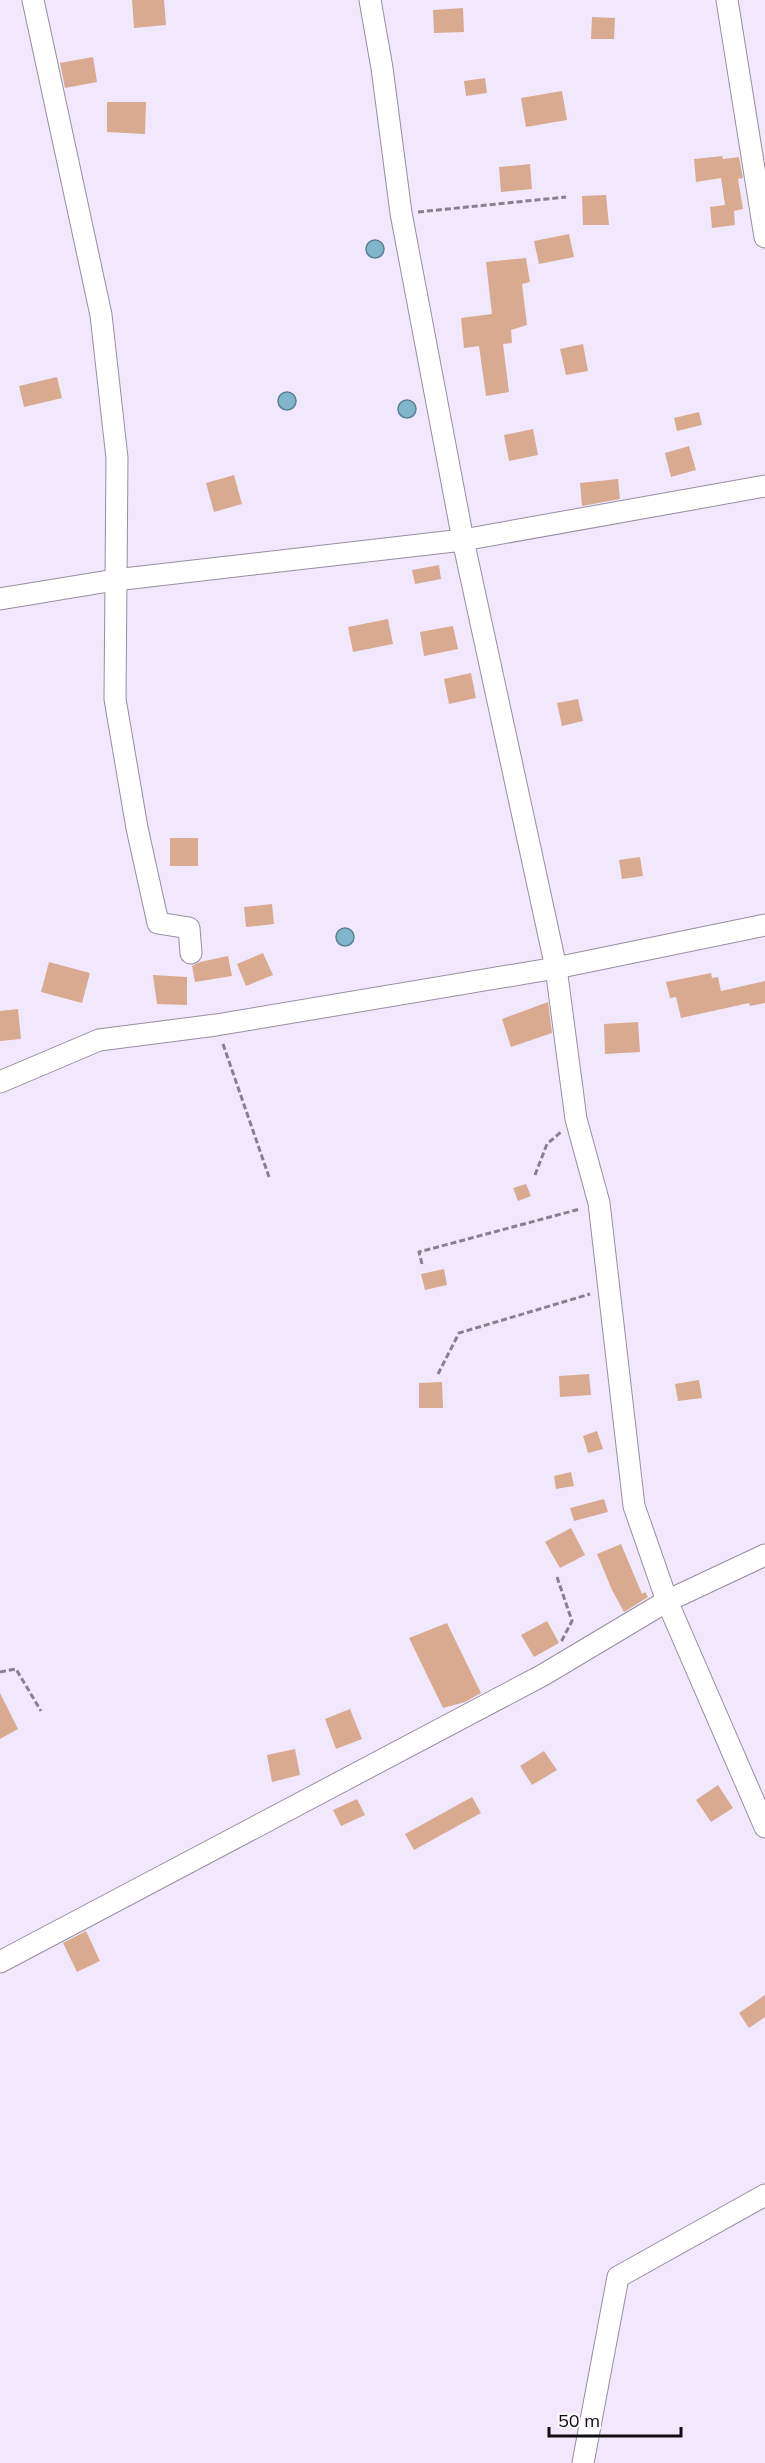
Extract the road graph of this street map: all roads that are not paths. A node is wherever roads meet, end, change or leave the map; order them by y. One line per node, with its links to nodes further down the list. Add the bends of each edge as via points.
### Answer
1 (33, 0): 7 (street, via 101,315 117,458)
2 (370, 0): 6 (street, via 401,213)
3 (727, 0): 4 (street)
4 (765, 237)
5 (765, 486): 6 (street)
6 (462, 540): 7 (street); 11 (street)
7 (116, 580): 8 (street); 10 (street, via 115,699 137,828 158,922 189,928)
8 (0, 599)
9 (765, 926): 11 (street)
10 (190, 953)
11 (556, 968): 12 (street, via 216,1025 99,1040); 14 (street, via 576,1119 599,1203 634,1506)
12 (0, 1082)
13 (765, 1555): 14 (street)
14 (667, 1601): 15 (street); 16 (street, via 543,1676)
15 (765, 1827)
16 (0, 1962)
17 (765, 2195): 18 (street, via 618,2277)
18 (584, 2463)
____
--- Task item ---
With the images removed, reproduce all the material above word for word.

--- Exercise answer ---
Extract the road graph of this street map: all roads that are not paths. A node is wherever roads meet, end, change or leave the map; order them by y. One line per node, with its links to nodes further down the list. Add the bends of each edge as via points.
### Answer
1 (33, 0): 7 (street, via 101,315 117,458)
2 (370, 0): 6 (street, via 401,213)
3 (727, 0): 4 (street)
4 (765, 237)
5 (765, 486): 6 (street)
6 (462, 540): 7 (street); 11 (street)
7 (116, 580): 8 (street); 10 (street, via 115,699 137,828 158,922 189,928)
8 (0, 599)
9 (765, 926): 11 (street)
10 (190, 953)
11 (556, 968): 12 (street, via 216,1025 99,1040); 14 (street, via 576,1119 599,1203 634,1506)
12 (0, 1082)
13 (765, 1555): 14 (street)
14 (667, 1601): 15 (street); 16 (street, via 543,1676)
15 (765, 1827)
16 (0, 1962)
17 (765, 2195): 18 (street, via 618,2277)
18 (584, 2463)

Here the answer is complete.